Learn not how to call like a professional duck caller, but how to call ducks like a professional.

If you're here to learn how to duck call like the above aforementioned you're on the wrong site. If you'd like to listen to my attempt at impersonating Mrs. Mallard, have fun and be kind.

The HALE CALL or as we refer to it here in Missouri as the HIGH BALL, is a call I use to get attention.  It is a very loud high pitched call that is used to get the attention of ducks way off in a distance. The High Ball does not necessarily sound like a real duck, but keep in mind that the flock your calling to is a long ways away and they may hear only two or three of the notes you belt out.  Some say that it is not necessary to taper the end notes of a High Ball but I do for the sake of aesthetics.

The GREETING CALL is an intermediate distance call and is another call that I use to also get attention, but also to welcome and invite the unsuspecting 'fowl into the dekes.  This call consist of 2-3 series of 5-7 gradually tapered notes, the tone of each series should vary to create the illusion of multiple calling ducks.  This should sound as ducky as possible.  Variations of this call can be effective from 300 to 20 yards, loud and harsh at 300 yds., soft and precise at 20.  I mix the Greeting Call throughout my routine but especially when I feel the ducks need to be assured that those dekes are real.

Ok, lets assume everything to this point has gone smoothly.  You've gotten their attention, you've welcomed them to your party, they're 70 yards out, wings set, coming right in, but are too far away for a shot.  Now what?.....  Its time to start with the FEEDING CALL or the CHUCKLE.  This call is commonly referred to as the Comfort Call and is a good call to use as a finisher.  It helps reassure the ducks that everything is cop esthetic and that your dekes are kissin' cousins.  The Chuckle consist of rapidly repeated short notes of: tic-it, tic-it, tic-it.....tuk-it, tuk-it, tuk-it.....or tak-it, tuk-it, tic-it.  I'll spare you on the intricacies but just let you know that it will come with practice.  I use many variations of this call and occasionally mix in a greeting call or couple of quacks from time to time.  Also remember to vary the volume and tone depending on range:  loud and crisp at 60 yds., soft and muted at 15 yds.

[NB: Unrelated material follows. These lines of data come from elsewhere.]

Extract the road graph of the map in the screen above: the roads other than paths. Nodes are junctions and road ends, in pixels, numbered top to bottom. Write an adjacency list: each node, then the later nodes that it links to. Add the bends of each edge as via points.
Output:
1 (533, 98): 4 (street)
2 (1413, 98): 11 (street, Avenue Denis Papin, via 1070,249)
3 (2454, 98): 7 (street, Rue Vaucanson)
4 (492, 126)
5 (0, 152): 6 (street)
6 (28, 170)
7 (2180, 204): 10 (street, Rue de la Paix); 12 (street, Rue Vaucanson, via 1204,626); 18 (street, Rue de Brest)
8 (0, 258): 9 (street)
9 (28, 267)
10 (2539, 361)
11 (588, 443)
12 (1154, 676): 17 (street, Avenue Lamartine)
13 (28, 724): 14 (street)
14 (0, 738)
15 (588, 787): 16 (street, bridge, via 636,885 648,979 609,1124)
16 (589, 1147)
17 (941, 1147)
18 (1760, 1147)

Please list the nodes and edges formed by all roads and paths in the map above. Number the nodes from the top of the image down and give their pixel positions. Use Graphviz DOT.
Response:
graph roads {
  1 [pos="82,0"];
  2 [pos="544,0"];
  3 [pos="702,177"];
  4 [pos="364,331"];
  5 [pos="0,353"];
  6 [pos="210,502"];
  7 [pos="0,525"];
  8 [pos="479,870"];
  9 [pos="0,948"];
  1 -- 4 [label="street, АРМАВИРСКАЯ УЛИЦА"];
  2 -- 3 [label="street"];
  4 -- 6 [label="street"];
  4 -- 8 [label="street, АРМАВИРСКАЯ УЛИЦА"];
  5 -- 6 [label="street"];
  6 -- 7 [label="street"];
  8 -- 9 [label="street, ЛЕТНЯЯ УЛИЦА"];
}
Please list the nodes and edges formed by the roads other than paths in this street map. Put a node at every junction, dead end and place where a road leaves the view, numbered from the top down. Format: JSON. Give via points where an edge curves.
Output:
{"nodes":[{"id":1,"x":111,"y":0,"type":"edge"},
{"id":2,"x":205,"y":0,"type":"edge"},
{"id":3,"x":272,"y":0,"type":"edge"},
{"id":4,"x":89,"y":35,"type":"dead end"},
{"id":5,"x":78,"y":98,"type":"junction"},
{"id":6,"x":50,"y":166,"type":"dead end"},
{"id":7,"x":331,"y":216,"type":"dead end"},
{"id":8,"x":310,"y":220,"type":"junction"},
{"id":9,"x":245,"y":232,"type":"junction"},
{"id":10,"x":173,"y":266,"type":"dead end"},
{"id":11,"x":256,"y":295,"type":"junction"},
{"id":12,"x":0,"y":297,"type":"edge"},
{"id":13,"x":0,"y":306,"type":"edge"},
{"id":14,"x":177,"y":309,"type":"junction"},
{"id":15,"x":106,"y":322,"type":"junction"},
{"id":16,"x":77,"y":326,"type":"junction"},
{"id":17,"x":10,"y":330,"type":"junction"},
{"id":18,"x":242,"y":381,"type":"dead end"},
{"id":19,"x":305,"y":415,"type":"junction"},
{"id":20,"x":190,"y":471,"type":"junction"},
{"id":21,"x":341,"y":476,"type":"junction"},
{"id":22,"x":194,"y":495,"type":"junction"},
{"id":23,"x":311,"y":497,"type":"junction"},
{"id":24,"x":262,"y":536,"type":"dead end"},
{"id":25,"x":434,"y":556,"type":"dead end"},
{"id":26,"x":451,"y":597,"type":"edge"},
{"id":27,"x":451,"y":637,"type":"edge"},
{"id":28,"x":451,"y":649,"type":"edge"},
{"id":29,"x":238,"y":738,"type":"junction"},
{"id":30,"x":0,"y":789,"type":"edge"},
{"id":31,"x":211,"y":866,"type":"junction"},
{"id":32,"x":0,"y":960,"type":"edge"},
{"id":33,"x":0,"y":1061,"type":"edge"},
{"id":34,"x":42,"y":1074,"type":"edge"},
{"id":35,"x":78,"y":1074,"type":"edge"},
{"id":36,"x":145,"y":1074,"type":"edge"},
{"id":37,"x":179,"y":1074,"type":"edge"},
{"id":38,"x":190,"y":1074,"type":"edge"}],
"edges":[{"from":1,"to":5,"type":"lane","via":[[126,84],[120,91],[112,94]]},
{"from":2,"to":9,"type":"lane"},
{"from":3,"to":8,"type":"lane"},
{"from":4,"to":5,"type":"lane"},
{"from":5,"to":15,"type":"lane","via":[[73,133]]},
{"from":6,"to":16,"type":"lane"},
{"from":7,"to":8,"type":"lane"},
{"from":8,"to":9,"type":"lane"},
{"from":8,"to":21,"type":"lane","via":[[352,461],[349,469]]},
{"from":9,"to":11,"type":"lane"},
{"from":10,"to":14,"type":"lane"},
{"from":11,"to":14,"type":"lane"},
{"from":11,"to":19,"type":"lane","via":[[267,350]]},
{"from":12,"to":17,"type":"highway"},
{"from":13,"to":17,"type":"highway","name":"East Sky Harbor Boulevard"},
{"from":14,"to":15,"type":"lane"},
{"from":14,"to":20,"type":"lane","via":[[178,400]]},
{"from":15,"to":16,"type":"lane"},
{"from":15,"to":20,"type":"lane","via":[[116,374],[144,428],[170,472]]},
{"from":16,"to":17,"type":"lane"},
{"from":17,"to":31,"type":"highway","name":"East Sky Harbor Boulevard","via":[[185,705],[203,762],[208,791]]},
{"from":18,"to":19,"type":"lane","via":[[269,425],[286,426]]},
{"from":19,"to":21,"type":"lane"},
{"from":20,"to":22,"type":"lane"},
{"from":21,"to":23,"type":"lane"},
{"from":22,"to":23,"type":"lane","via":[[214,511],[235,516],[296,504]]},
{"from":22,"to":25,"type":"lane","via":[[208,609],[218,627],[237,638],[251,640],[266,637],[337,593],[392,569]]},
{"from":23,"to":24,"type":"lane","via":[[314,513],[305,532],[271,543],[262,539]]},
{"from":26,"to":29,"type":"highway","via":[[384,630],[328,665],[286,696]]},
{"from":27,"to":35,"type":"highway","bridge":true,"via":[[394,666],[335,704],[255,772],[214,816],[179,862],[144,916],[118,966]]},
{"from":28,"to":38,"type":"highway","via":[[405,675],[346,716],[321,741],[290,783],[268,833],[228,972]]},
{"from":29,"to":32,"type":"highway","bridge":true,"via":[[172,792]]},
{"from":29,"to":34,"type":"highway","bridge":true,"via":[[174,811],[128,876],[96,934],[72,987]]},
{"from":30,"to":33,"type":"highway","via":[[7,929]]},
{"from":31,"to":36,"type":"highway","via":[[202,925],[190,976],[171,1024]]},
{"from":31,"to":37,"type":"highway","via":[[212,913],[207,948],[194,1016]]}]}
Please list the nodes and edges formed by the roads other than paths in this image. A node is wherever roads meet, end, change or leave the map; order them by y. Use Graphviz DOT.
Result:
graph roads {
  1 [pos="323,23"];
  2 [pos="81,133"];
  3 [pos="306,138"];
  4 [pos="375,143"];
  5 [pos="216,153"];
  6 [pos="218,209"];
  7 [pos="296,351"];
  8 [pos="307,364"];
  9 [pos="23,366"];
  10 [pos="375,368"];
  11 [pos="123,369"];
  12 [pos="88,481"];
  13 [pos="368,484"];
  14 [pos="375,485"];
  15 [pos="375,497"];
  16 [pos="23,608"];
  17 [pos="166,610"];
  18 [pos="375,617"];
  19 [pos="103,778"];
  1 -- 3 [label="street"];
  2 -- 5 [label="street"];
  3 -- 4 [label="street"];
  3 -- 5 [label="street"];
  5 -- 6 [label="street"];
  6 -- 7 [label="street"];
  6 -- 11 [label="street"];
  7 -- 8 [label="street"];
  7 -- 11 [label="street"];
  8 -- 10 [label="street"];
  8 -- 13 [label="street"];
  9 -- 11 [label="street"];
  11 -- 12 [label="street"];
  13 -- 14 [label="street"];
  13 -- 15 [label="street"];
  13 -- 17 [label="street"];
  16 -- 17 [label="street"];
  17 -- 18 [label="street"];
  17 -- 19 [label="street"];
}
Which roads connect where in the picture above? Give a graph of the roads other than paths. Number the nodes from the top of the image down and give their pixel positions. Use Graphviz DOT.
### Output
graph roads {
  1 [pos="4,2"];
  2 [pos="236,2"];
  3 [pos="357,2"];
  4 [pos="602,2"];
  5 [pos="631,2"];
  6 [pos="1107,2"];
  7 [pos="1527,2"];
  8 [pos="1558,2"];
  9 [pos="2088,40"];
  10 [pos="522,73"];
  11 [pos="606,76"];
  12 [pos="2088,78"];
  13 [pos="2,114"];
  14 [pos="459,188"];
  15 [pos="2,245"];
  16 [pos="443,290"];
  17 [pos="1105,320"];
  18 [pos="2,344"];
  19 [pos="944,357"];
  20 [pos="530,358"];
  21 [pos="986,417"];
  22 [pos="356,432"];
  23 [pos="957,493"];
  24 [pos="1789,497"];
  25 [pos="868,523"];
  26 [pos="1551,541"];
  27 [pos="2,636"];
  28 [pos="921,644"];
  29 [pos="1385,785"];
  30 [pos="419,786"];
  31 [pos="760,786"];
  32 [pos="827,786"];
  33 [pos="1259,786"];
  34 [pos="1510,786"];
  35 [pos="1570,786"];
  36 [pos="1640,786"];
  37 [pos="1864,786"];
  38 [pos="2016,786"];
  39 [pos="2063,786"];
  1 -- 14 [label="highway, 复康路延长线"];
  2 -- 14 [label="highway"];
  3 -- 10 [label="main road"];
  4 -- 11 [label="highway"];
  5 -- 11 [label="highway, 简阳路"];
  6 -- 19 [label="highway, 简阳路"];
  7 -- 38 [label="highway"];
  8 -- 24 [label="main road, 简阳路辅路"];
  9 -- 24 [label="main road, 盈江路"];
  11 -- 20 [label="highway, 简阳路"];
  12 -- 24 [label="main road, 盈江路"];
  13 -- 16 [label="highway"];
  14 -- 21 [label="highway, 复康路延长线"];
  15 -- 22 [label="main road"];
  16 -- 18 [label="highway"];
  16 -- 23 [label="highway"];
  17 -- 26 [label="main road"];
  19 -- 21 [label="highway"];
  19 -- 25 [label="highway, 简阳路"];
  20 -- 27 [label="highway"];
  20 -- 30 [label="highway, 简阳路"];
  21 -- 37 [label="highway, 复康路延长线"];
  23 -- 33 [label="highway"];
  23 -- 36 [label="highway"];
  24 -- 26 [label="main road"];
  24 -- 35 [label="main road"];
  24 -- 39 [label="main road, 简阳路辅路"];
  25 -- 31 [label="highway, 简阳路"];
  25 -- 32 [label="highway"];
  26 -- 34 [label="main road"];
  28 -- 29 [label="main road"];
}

Now lets assume that things are not going as planned.  You've gotten their attention, you have out the fine china and linens, but they're 60 yards out, floatin' around, loosin' interest and possibly leaving.  Oh no, now what?  I'll tell you what!  Don't wait another moment!  HIT 'EM!....  Hit 'em with a COMEBACK CALL!  My Comeback Call is loud and excited and demands that duck to come down, sit and visit with me.  I've seen this call work consistently and it turns those ducks around on a dime like a knee jerk reaction.  To me there is nothing prettier than seeing that lead Hen Mallard snap her head back over her wing and bring the whole flock into the blocks after a little comeback talk.  When and if those ducks turn around, begin tuning them into some more Feed Chuckle and Greetings.

This concludes the Sprigs' seminar on deceiving Green Heads.  There are many other calls out there including:  the HEN CALL, the DRAKE CALL, the PINTAIL CALL, the BARN YARD TALK, and even the REEL-FOOT YANK, but I feel that these are only secondary to the calls described above.

One more thing, try to get you and your compatriots to call together and mix it up, nothing sounds better than hearing a blind full of hunters who can call well and put all of the sounds together at the right time.